Паша и его соперник обходят друг друга. Соперник бьет Пашу в бок, но тот уворачивается, хватает его за голову и бьет коленом в лицо. Из носа парня хлещет кровь, и я отворачиваюсь от экрана. Когда набираюсь смелости и смотрю снова, Паша возвышается над своим противником, придавив лицо поверженного к полу. Я никогда не смотрела боксерские поединки, но у меня сложилось впечатление, что они длятся не менее получаса. А этот закончился менее чем за две минуты. Рефери сигнализирует о победе Паши, и видео заканчивается. Я успокаиваю себя и нажимаю на следующую запись.

На просмотр первых десяти видеороликов у меня уходит почти час. Мне приходится несколько раз делать паузу и брать себя в руки, чтобы продолжить. Столько насилия. Крови. Сломанных костей. Каждый ролик более жестокий, чем предыдущий. Меня убивает то, что мой Паша стал таким злобным. Кровожадным. Я не узнаю в этом человеке того, с кем провела три месяца. Что с ним случилось? Почему он так себя ведет? Осталось два видео, но я не могу заставить себя их смотреть. Мне слишком больно.

Иногда я жалею, что Артуро нашел меня. Я знаю, что это уничтожило бы и его, и мою сестру. Сиенна до сих пор винит себя, хотя уже сто раз объясняла ей, что именно я приняла решение остаться в баре в тот вечер. И все же иногда, когда не могу уснуть, а в последнее время это случается часто, представляю, какой была бы моя жизнь, если бы брат не приехал и я осталась в Чикаго.

Я до сих пор не понимаю, почему Паша меня оттолкнул. Я пыталась придумать причину его поведения, но не могу.

Уже почти семь утра, но сна ни в одном глазу. Не после увиденного. Подожду, пока проснутся Артуро и Сиенна, а потом попробую снова сыграть на пианино. С тех пор как вернулась домой, я так и не смогла закончить ни одной мелодии. По крайней мере, дважды в день я уходила на первый этаж и садилась перед большим черным пианино, глядя на клавиши. В большинстве случаев музыка не появлялась, и я оставалась такой же тихой. В другие разы, когда пыталась играть, каждая нота выходила неправильно.

Я снимаю кардиган со стула и выхожу из комнаты, собираясь спуститься вниз, чтобы позавтракать. Проходя мимо комнаты Артуро, слышу, как упоминается мое имя, и останавливаюсь. Он с кем-то разговаривает по телефону. Я прижимаюсь ухом к его двери.

— Она уже не та, Нино, — произносит мой брат. — Я не знаю, что делать. Она почти не выходит из своей комнаты.

На несколько мгновений воцаряется тишина, пока он, вероятно, прислушивается к тому, что говорит Нино.

— Нет! — кричит Артуро. — Я не буду звонить этому сукиному сыну. Я сказал ему, что думаю о нем и о его попытке спрятать Асю от нас. Прятать мою сестру и не давать ей возможности связаться с нами?
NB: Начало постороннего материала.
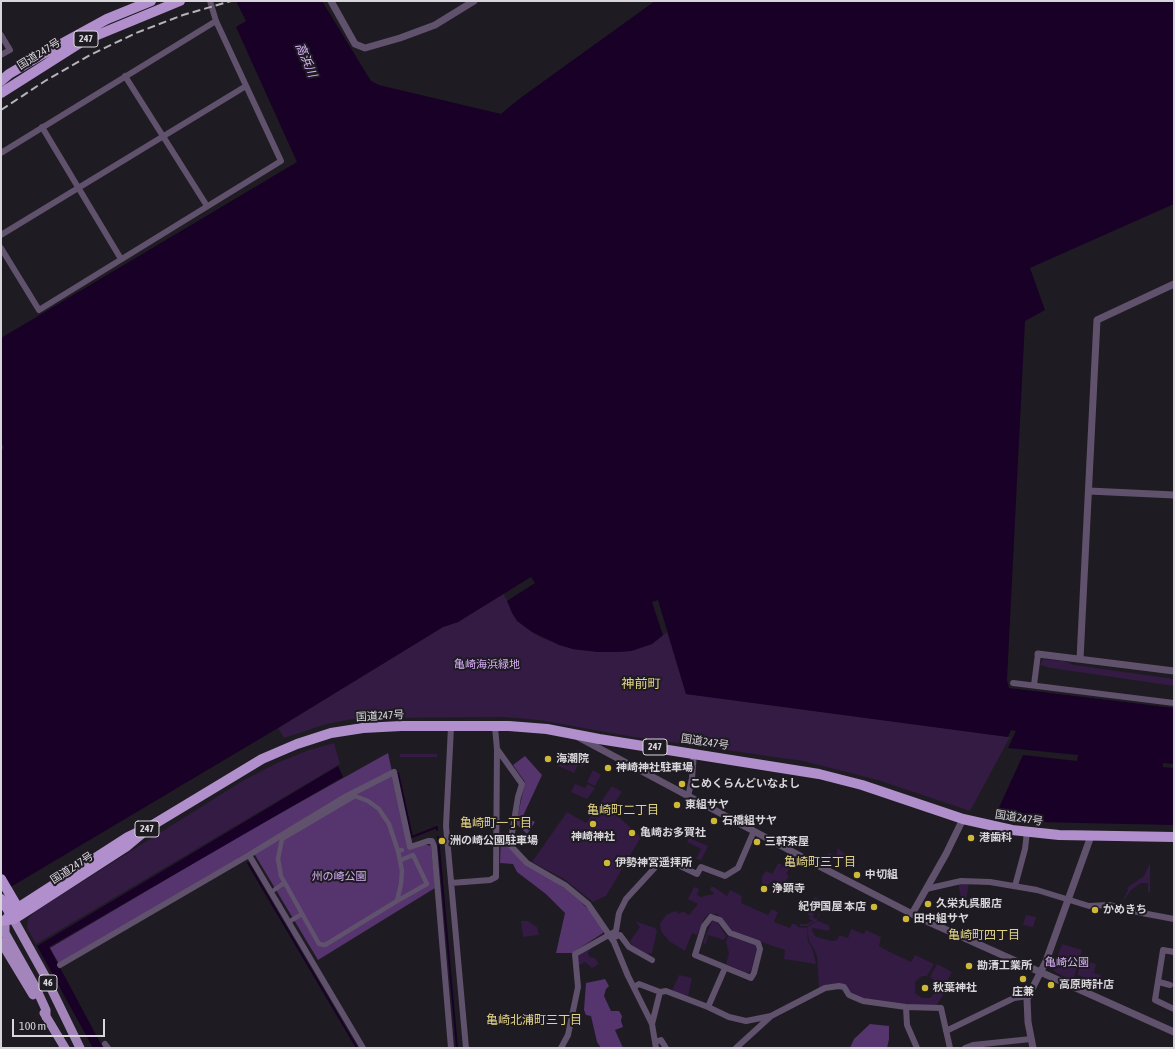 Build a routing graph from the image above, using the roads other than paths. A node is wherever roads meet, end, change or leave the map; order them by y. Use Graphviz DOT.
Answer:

Что за больной ублюдок так поступает?

Что?! Я хватаюсь за ручку и распахиваю дверь, сердце колотится о ребра. Брат стоит у кровати с прижатым к уху телефоном.
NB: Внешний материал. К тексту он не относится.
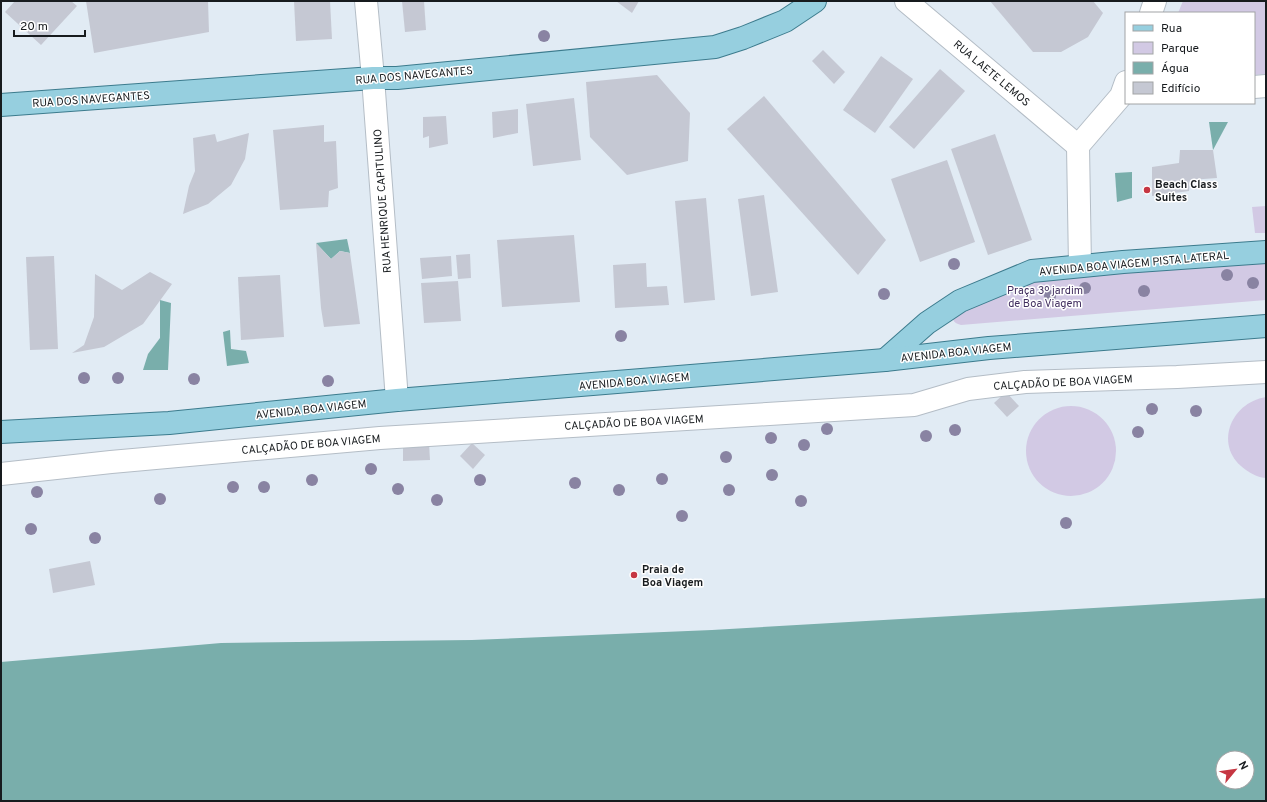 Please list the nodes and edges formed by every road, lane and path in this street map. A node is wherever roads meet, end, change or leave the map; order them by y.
1 (366, 1) edge
2 (815, 1) edge
3 (906, 1) edge
4 (1155, 1) edge
5 (1150, 12) edge
6 (373, 78) junction
7 (1266, 86) edge
8 (1255, 87) edge
9 (1124, 91) edge
10 (1, 105) edge
11 (1078, 146) junction
12 (1266, 252) edge
13 (1080, 266) junction
14 (1266, 326) edge
15 (885, 360) junction
16 (1266, 372) edge
17 (397, 400) junction
18 (1, 432) edge
19 (1, 474) edge

1 - 6 street, RUA HENRIQUE CAPITULINO
2 - 6 main road, RUA DOS NAVEGANTES
3 - 11 street, RUA LAETE LEMOS
4 - 5 street
6 - 10 main road, RUA DOS NAVEGANTES
6 - 17 street, RUA HENRIQUE CAPITULINO
7 - 8 street
9 - 11 street
11 - 13 street
12 - 13 main road, AVENIDA BOA VIAGEM PISTA LATERAL
13 - 15 main road, AVENIDA BOA VIAGEM PISTA LATERAL
14 - 15 main road, AVENIDA BOA VIAGEM
15 - 17 main road, AVENIDA BOA VIAGEM
16 - 19 street, CALÇADÃO DE BOA VIAGEM
17 - 18 main road, AVENIDA BOA VIAGEM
— Артуро, что именно ты сказал Паше? — кричу я.

— Я перезвоню тебе позже, — бормочет он и бросает телефон на кровать.

— Что? — кричу я.

— Правду, — говорит он. — Я сказал ему правду — что он скрывал тебя, чтобы удовлетворить свои эгоистические потребности. Что он использовал молодую, травмированную девушку и заставил ее остаться с ним, вместо того чтобы вернуть ее в семью. К своей жизни. Что он больной ублюдок. Вот что я ему сказал.

Я смотрю на брата, ошеломленная услышанным, затем делаю два шага и оказываюсь прямо перед ним.

— Он спас мне жизнь, Артуро.

— Любой нормальный человек помог бы женщине в беде. Но не пытался бы ее спрятать.

Я закрываю глаза. Когда Артуро пришел за мной, я рассказала ему только о том, что сделал Роберт. Он думает, что я все это время провела с Пашей. Я надеялась, что до этого не дойдет, что мне не придется рассказывать ему о том, что произошло за первые два месяца, о том, что эти люди сотворили со мной. Что они заставили меня сделать. Я должна была, но не хотела причинять ему боль.

— Садись, Артуро, — прошу я, и когда он садится, начинаю говорить.